_ABOUT THIS EXERCISE:_
Look over the lines below. Report each one that includes the string "Lucero".

Saved entries
=== Begin Enclosure ===

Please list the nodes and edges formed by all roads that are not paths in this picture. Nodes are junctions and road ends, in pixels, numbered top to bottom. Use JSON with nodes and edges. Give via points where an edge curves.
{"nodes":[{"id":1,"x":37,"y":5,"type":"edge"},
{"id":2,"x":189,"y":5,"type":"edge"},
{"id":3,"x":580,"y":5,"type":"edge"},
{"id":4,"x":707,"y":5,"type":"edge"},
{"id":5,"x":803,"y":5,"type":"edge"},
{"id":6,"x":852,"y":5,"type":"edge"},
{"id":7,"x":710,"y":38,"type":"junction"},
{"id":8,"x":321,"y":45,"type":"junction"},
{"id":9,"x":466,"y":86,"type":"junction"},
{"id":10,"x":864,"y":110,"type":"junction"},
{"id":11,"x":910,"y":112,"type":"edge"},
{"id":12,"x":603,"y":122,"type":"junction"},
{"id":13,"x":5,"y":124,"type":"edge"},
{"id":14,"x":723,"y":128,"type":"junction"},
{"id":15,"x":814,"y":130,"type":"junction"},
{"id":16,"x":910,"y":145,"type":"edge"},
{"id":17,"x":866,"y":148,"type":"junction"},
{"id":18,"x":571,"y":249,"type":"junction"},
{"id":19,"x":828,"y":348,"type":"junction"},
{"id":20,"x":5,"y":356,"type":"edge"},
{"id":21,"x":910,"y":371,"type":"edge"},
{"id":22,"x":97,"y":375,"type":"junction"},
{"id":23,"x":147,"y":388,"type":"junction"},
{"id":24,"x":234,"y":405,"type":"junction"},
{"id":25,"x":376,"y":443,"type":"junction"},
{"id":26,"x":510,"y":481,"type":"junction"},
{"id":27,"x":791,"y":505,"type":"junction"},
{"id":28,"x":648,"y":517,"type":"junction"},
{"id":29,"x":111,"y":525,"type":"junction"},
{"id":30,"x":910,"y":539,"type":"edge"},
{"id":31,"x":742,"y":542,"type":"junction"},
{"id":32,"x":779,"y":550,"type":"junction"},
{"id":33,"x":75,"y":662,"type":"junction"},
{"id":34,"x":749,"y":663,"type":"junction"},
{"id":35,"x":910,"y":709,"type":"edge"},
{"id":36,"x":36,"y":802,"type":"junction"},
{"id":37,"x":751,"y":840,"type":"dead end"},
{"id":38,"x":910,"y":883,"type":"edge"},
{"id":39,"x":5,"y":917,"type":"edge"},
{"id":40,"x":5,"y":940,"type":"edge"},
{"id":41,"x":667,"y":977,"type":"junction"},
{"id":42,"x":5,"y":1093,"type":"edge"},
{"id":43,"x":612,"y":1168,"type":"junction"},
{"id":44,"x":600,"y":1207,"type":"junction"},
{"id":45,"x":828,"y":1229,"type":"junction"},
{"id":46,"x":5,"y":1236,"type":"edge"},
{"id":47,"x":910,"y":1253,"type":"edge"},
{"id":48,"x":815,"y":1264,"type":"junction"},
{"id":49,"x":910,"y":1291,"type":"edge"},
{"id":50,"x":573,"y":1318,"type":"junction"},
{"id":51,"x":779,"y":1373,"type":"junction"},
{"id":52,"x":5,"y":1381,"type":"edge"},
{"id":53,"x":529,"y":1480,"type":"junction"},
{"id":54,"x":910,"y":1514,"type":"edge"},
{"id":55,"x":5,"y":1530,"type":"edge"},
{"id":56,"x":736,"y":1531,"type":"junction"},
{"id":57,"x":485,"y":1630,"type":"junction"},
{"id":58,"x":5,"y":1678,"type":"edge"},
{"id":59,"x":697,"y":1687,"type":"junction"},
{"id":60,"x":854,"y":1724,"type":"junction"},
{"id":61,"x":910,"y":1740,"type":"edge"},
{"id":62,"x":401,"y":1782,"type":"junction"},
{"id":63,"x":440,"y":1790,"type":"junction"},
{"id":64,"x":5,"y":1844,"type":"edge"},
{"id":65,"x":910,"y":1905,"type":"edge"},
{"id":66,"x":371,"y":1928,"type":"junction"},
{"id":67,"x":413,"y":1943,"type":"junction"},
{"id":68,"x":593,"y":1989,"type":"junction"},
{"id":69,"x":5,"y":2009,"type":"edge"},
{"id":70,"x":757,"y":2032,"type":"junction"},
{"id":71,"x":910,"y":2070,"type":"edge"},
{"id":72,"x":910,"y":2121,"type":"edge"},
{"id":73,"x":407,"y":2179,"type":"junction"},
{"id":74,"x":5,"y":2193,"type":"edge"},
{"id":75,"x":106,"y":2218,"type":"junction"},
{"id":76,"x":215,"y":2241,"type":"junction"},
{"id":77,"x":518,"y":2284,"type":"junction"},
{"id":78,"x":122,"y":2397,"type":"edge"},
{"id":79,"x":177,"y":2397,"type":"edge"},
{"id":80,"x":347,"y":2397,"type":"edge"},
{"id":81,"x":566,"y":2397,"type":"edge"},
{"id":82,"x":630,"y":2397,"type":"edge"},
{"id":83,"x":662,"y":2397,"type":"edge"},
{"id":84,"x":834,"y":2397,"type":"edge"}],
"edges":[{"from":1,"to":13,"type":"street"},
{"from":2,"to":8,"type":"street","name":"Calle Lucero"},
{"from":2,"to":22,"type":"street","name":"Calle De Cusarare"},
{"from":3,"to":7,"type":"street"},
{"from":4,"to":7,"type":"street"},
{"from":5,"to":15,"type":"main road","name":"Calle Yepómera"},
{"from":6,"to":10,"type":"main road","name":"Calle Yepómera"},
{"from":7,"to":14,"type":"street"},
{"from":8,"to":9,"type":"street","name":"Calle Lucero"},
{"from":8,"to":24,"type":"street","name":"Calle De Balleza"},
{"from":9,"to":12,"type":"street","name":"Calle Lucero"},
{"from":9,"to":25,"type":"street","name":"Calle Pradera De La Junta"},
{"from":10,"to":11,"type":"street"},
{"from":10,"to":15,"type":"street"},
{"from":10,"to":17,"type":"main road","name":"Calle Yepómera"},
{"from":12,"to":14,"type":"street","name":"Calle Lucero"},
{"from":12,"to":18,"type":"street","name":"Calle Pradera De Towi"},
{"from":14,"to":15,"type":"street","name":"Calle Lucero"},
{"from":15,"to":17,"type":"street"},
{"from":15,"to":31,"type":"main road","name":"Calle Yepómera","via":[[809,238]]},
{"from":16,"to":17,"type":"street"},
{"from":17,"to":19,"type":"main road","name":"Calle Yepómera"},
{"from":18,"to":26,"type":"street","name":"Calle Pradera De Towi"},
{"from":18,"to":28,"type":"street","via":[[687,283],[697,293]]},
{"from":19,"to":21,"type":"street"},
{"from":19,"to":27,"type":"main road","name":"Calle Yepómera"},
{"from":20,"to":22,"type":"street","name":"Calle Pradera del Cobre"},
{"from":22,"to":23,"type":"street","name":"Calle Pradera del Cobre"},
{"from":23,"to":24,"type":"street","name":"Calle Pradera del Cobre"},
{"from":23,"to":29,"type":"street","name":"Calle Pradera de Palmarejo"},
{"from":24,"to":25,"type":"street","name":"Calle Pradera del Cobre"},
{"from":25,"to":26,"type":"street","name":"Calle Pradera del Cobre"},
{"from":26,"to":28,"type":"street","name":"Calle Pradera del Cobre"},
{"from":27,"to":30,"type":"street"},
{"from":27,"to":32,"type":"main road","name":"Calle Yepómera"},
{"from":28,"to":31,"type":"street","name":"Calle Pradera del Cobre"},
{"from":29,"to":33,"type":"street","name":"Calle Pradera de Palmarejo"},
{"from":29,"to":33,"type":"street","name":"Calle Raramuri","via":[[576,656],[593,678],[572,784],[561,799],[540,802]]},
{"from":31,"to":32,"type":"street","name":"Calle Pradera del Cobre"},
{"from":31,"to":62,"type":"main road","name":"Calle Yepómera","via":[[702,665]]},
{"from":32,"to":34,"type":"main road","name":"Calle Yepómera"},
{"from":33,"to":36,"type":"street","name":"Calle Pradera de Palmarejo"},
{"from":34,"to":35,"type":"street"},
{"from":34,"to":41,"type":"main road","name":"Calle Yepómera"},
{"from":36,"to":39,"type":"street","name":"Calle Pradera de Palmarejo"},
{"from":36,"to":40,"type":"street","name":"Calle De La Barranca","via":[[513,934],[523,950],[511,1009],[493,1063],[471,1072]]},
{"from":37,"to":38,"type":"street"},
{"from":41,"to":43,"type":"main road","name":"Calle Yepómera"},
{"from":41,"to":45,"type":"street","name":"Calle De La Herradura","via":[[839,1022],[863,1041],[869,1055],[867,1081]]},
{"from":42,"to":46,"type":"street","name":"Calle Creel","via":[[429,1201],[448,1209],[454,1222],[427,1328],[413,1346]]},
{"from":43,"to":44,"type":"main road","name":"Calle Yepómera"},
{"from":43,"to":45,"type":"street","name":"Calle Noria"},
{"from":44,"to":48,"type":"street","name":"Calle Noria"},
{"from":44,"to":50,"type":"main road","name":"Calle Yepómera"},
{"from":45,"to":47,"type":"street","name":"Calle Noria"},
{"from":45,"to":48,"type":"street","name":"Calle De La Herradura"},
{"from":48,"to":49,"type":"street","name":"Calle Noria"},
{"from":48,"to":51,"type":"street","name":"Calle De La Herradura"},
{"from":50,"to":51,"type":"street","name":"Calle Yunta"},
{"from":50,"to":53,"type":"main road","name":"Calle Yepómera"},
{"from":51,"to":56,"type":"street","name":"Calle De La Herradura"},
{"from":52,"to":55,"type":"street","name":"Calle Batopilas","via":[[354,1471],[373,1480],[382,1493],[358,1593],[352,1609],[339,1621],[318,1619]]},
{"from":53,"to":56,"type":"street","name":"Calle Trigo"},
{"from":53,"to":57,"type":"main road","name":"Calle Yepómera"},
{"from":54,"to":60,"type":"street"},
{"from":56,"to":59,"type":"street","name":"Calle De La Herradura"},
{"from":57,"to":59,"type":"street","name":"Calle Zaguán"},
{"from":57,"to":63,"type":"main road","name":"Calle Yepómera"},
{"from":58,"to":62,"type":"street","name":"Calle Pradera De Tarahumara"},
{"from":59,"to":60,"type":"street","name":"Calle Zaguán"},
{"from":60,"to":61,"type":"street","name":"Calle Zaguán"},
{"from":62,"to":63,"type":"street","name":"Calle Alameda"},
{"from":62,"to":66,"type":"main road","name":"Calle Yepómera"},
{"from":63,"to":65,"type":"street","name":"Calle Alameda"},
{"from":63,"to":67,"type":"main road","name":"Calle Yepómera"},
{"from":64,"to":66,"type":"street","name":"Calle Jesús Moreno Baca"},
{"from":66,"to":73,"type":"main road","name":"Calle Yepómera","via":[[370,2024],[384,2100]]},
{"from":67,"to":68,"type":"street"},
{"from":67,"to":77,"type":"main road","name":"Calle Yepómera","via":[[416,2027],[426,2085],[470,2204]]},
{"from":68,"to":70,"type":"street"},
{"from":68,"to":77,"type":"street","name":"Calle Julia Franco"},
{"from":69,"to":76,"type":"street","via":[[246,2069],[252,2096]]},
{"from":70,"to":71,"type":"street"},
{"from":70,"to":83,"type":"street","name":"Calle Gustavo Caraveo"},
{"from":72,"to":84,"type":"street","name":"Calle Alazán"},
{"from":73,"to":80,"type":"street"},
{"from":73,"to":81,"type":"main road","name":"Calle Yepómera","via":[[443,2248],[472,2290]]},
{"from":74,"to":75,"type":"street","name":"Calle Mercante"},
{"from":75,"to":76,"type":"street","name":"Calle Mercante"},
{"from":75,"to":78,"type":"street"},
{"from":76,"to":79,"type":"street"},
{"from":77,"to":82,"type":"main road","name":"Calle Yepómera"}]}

=== End Enclosure ===

_RESPONSE FOR THIS EXERCISE:_
{"from":2,"to":8,"type":"street","name":"Calle Lucero"},
{"from":8,"to":9,"type":"street","name":"Calle Lucero"},
{"from":9,"to":12,"type":"street","name":"Calle Lucero"},
{"from":12,"to":14,"type":"street","name":"Calle Lucero"},
{"from":14,"to":15,"type":"street","name":"Calle Lucero"},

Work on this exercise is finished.